“Visa, Nike, Clorox and Burger King have systematically ignored African American consumers,” a charged up Carol H. Williams told a captive audience during the 40th Annual Rainbow Push Coalition convention held in Chicago.
Carol H. Williams is an institution in the advertising and marketing industry. Not the African American advertising and marketing industry, mind you, but the industry as a whole, as she is responsible for some of the most memorable ad campaigns including Secret deodorant’s timeless pitch, “strong enough for a man, but made for a woman.”
Williams and a panel of advertising and media experts discussed the challenges that face African American advertising agencies and media companies, as some major corporations have greatly reduced — or eliminated — their spending budgets for the urban market.
Carol H. Williams encouraged the audience to get behind the joint effort to make companies that rely heavily on African American consumers accountable, and reinvest those profits into black and urban media buys, and in their respective communities.
Following is an excerpt from her remarks.
“Our pain is that you don’t understand your power.
“I understand that the Clorox company excels because you exist. Who do you think buys bleach, that is the multibillion dollar product, hypothetically, that Clorox sells? It’s bleach. It’s the pillar of their whole industry. But you go inside a Clorox bleach company and everyone in there looks just like their bleach.

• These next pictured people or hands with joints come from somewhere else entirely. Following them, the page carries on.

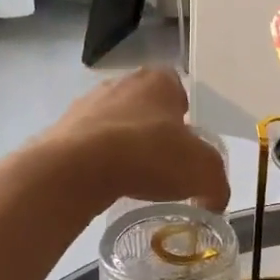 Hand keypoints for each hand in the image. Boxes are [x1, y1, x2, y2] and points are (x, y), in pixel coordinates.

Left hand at [41, 67, 230, 211]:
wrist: (79, 167)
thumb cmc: (150, 154)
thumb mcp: (203, 172)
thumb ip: (217, 184)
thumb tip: (215, 200)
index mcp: (159, 80)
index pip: (179, 90)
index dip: (186, 117)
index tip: (187, 146)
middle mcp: (122, 82)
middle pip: (145, 107)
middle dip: (154, 131)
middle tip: (163, 165)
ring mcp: (87, 103)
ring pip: (115, 124)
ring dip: (123, 146)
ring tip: (132, 178)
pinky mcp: (62, 128)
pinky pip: (88, 144)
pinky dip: (98, 161)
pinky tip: (105, 183)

“But they’re moving billions of dollars through yet, 42 percent of bleach is bought by African Americans and another 27 percent is bought by Hispanics. The rest of it is bought by ethnics. When you actually look at the Caucasian consumption of bleach, it’s less than 18 percent.
“Every single one of you have a bottle of Pine Sol, I don’t have to look in your cabinets, I can look at your numbers. African Americans buys 82 percent of Pine Sol. Who sells Pine Sol? Clorox.
“The brand manager is white, the assistant brand manager is white and [so are] the brand manager over the brand manager, the media manager, and you people demand nothing of this company. The only black person I ever saw at Clorox was me, and the receptionist. We have to create a situation that supports Rev. Jackson, and we have to figure out how to do that strategically, because our community will never be uplifted if we don’t demand more of these companies.”
Adding insult to injury, Williams explained, is the throng of African Americans who identify themselves as “other” on the U.S. Census. “A lot of these companies have the conspiracies going on, where we can’t even check the numbers to know how many are truly buying these automobiles. We just got a hint. To track these numbers, we need a budget. To track what you’re doing I need a budget. When I go and say, I need a budget, they say, ‘well, the Census says these people are checking other.’
“When did you figure out that ‘other’ was a race? I’d like to know. Other means give this money to somebody other than black. I understand the need to have self-identity, but when it comes to the Census, and the government, they’re talking about money, what dollar goes where. And you’re checking ‘other.’
“We have to get smarter than this. … Obama, do you know what he checked? He checked African American. Don’t you think that man knows who his mother was? He understands what that means.”
Carol H. Williams advised the audience that “we have to stop participating in this environment as if we’re not cognizant of what this environment is all about.”